:: Exercise brief ::
However many lines the data holds, transcribe them all exactly.

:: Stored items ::
= = =

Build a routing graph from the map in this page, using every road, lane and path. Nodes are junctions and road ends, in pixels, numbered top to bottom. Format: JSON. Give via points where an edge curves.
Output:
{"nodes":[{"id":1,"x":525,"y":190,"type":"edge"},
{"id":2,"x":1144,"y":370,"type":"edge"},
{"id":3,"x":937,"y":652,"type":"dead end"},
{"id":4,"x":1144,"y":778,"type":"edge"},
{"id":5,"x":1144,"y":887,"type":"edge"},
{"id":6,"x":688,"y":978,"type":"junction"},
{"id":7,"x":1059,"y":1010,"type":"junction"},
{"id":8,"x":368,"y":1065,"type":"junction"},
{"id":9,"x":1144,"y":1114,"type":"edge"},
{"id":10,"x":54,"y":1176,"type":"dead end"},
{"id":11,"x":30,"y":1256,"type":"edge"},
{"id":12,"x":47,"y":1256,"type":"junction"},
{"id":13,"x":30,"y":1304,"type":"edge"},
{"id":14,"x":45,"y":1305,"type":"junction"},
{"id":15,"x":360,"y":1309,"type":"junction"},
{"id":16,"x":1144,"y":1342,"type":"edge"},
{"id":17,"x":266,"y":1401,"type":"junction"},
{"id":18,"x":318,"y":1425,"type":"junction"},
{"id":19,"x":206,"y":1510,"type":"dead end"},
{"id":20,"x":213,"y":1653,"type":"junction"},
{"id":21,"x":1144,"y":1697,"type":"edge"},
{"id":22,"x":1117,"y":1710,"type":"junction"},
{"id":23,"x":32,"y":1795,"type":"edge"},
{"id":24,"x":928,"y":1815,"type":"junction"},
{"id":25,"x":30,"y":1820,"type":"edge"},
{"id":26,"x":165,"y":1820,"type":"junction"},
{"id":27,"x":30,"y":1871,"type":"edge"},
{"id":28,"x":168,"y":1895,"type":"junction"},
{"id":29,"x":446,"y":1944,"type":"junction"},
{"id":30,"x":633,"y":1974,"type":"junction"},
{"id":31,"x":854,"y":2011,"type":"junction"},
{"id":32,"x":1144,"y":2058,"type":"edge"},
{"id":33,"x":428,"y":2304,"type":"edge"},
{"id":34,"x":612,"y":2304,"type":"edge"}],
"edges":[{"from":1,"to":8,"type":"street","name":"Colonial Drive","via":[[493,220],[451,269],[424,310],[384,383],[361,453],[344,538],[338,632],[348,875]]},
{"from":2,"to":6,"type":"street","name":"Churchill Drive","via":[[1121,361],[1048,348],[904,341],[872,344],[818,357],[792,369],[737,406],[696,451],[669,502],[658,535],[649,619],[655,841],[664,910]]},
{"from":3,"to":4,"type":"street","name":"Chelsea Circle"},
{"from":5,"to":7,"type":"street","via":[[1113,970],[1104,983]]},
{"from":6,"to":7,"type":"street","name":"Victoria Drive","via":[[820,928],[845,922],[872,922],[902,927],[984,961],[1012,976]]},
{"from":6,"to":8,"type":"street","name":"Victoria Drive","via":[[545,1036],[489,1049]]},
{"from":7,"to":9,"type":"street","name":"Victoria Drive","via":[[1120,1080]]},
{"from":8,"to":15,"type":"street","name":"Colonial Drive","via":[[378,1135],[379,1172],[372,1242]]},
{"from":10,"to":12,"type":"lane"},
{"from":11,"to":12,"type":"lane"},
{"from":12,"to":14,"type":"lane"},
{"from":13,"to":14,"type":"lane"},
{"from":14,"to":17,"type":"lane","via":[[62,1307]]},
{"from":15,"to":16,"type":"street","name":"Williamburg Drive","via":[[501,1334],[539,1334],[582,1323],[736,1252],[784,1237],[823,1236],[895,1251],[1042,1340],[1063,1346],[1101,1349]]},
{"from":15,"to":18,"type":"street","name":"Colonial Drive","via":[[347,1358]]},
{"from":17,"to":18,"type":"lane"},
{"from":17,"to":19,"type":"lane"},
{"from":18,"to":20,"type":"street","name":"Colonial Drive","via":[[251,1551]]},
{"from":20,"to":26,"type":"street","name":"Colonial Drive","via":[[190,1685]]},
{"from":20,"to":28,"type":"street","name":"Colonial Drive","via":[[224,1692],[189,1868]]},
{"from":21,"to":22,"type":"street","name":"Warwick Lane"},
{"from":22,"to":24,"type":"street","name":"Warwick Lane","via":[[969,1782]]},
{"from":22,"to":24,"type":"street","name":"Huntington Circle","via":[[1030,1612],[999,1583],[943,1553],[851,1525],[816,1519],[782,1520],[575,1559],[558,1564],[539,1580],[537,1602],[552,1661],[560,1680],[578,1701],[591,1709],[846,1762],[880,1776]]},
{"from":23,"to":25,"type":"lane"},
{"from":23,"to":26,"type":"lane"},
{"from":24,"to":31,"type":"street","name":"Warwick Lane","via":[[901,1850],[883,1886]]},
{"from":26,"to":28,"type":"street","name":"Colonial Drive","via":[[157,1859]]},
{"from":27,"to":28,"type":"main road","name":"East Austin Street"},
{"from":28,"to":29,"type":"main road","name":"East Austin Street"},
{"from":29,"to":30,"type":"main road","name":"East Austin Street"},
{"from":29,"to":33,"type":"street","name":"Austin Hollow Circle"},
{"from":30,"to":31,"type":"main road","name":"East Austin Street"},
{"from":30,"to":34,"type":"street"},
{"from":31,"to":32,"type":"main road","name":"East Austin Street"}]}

= = =

:: Exercise result ::
Build a routing graph from the map in this page, using every road, lane and path. Nodes are junctions and road ends, in pixels, numbered top to bottom. Format: JSON. Give via points where an edge curves.
Output:
{"nodes":[{"id":1,"x":525,"y":190,"type":"edge"},
{"id":2,"x":1144,"y":370,"type":"edge"},
{"id":3,"x":937,"y":652,"type":"dead end"},
{"id":4,"x":1144,"y":778,"type":"edge"},
{"id":5,"x":1144,"y":887,"type":"edge"},
{"id":6,"x":688,"y":978,"type":"junction"},
{"id":7,"x":1059,"y":1010,"type":"junction"},
{"id":8,"x":368,"y":1065,"type":"junction"},
{"id":9,"x":1144,"y":1114,"type":"edge"},
{"id":10,"x":54,"y":1176,"type":"dead end"},
{"id":11,"x":30,"y":1256,"type":"edge"},
{"id":12,"x":47,"y":1256,"type":"junction"},
{"id":13,"x":30,"y":1304,"type":"edge"},
{"id":14,"x":45,"y":1305,"type":"junction"},
{"id":15,"x":360,"y":1309,"type":"junction"},
{"id":16,"x":1144,"y":1342,"type":"edge"},
{"id":17,"x":266,"y":1401,"type":"junction"},
{"id":18,"x":318,"y":1425,"type":"junction"},
{"id":19,"x":206,"y":1510,"type":"dead end"},
{"id":20,"x":213,"y":1653,"type":"junction"},
{"id":21,"x":1144,"y":1697,"type":"edge"},
{"id":22,"x":1117,"y":1710,"type":"junction"},
{"id":23,"x":32,"y":1795,"type":"edge"},
{"id":24,"x":928,"y":1815,"type":"junction"},
{"id":25,"x":30,"y":1820,"type":"edge"},
{"id":26,"x":165,"y":1820,"type":"junction"},
{"id":27,"x":30,"y":1871,"type":"edge"},
{"id":28,"x":168,"y":1895,"type":"junction"},
{"id":29,"x":446,"y":1944,"type":"junction"},
{"id":30,"x":633,"y":1974,"type":"junction"},
{"id":31,"x":854,"y":2011,"type":"junction"},
{"id":32,"x":1144,"y":2058,"type":"edge"},
{"id":33,"x":428,"y":2304,"type":"edge"},
{"id":34,"x":612,"y":2304,"type":"edge"}],
"edges":[{"from":1,"to":8,"type":"street","name":"Colonial Drive","via":[[493,220],[451,269],[424,310],[384,383],[361,453],[344,538],[338,632],[348,875]]},
{"from":2,"to":6,"type":"street","name":"Churchill Drive","via":[[1121,361],[1048,348],[904,341],[872,344],[818,357],[792,369],[737,406],[696,451],[669,502],[658,535],[649,619],[655,841],[664,910]]},
{"from":3,"to":4,"type":"street","name":"Chelsea Circle"},
{"from":5,"to":7,"type":"street","via":[[1113,970],[1104,983]]},
{"from":6,"to":7,"type":"street","name":"Victoria Drive","via":[[820,928],[845,922],[872,922],[902,927],[984,961],[1012,976]]},
{"from":6,"to":8,"type":"street","name":"Victoria Drive","via":[[545,1036],[489,1049]]},
{"from":7,"to":9,"type":"street","name":"Victoria Drive","via":[[1120,1080]]},
{"from":8,"to":15,"type":"street","name":"Colonial Drive","via":[[378,1135],[379,1172],[372,1242]]},
{"from":10,"to":12,"type":"lane"},
{"from":11,"to":12,"type":"lane"},
{"from":12,"to":14,"type":"lane"},
{"from":13,"to":14,"type":"lane"},
{"from":14,"to":17,"type":"lane","via":[[62,1307]]},
{"from":15,"to":16,"type":"street","name":"Williamburg Drive","via":[[501,1334],[539,1334],[582,1323],[736,1252],[784,1237],[823,1236],[895,1251],[1042,1340],[1063,1346],[1101,1349]]},
{"from":15,"to":18,"type":"street","name":"Colonial Drive","via":[[347,1358]]},
{"from":17,"to":18,"type":"lane"},
{"from":17,"to":19,"type":"lane"},
{"from":18,"to":20,"type":"street","name":"Colonial Drive","via":[[251,1551]]},
{"from":20,"to":26,"type":"street","name":"Colonial Drive","via":[[190,1685]]},
{"from":20,"to":28,"type":"street","name":"Colonial Drive","via":[[224,1692],[189,1868]]},
{"from":21,"to":22,"type":"street","name":"Warwick Lane"},
{"from":22,"to":24,"type":"street","name":"Warwick Lane","via":[[969,1782]]},
{"from":22,"to":24,"type":"street","name":"Huntington Circle","via":[[1030,1612],[999,1583],[943,1553],[851,1525],[816,1519],[782,1520],[575,1559],[558,1564],[539,1580],[537,1602],[552,1661],[560,1680],[578,1701],[591,1709],[846,1762],[880,1776]]},
{"from":23,"to":25,"type":"lane"},
{"from":23,"to":26,"type":"lane"},
{"from":24,"to":31,"type":"street","name":"Warwick Lane","via":[[901,1850],[883,1886]]},
{"from":26,"to":28,"type":"street","name":"Colonial Drive","via":[[157,1859]]},
{"from":27,"to":28,"type":"main road","name":"East Austin Street"},
{"from":28,"to":29,"type":"main road","name":"East Austin Street"},
{"from":29,"to":30,"type":"main road","name":"East Austin Street"},
{"from":29,"to":33,"type":"street","name":"Austin Hollow Circle"},
{"from":30,"to":31,"type":"main road","name":"East Austin Street"},
{"from":30,"to":34,"type":"street"},
{"from":31,"to":32,"type":"main road","name":"East Austin Street"}]}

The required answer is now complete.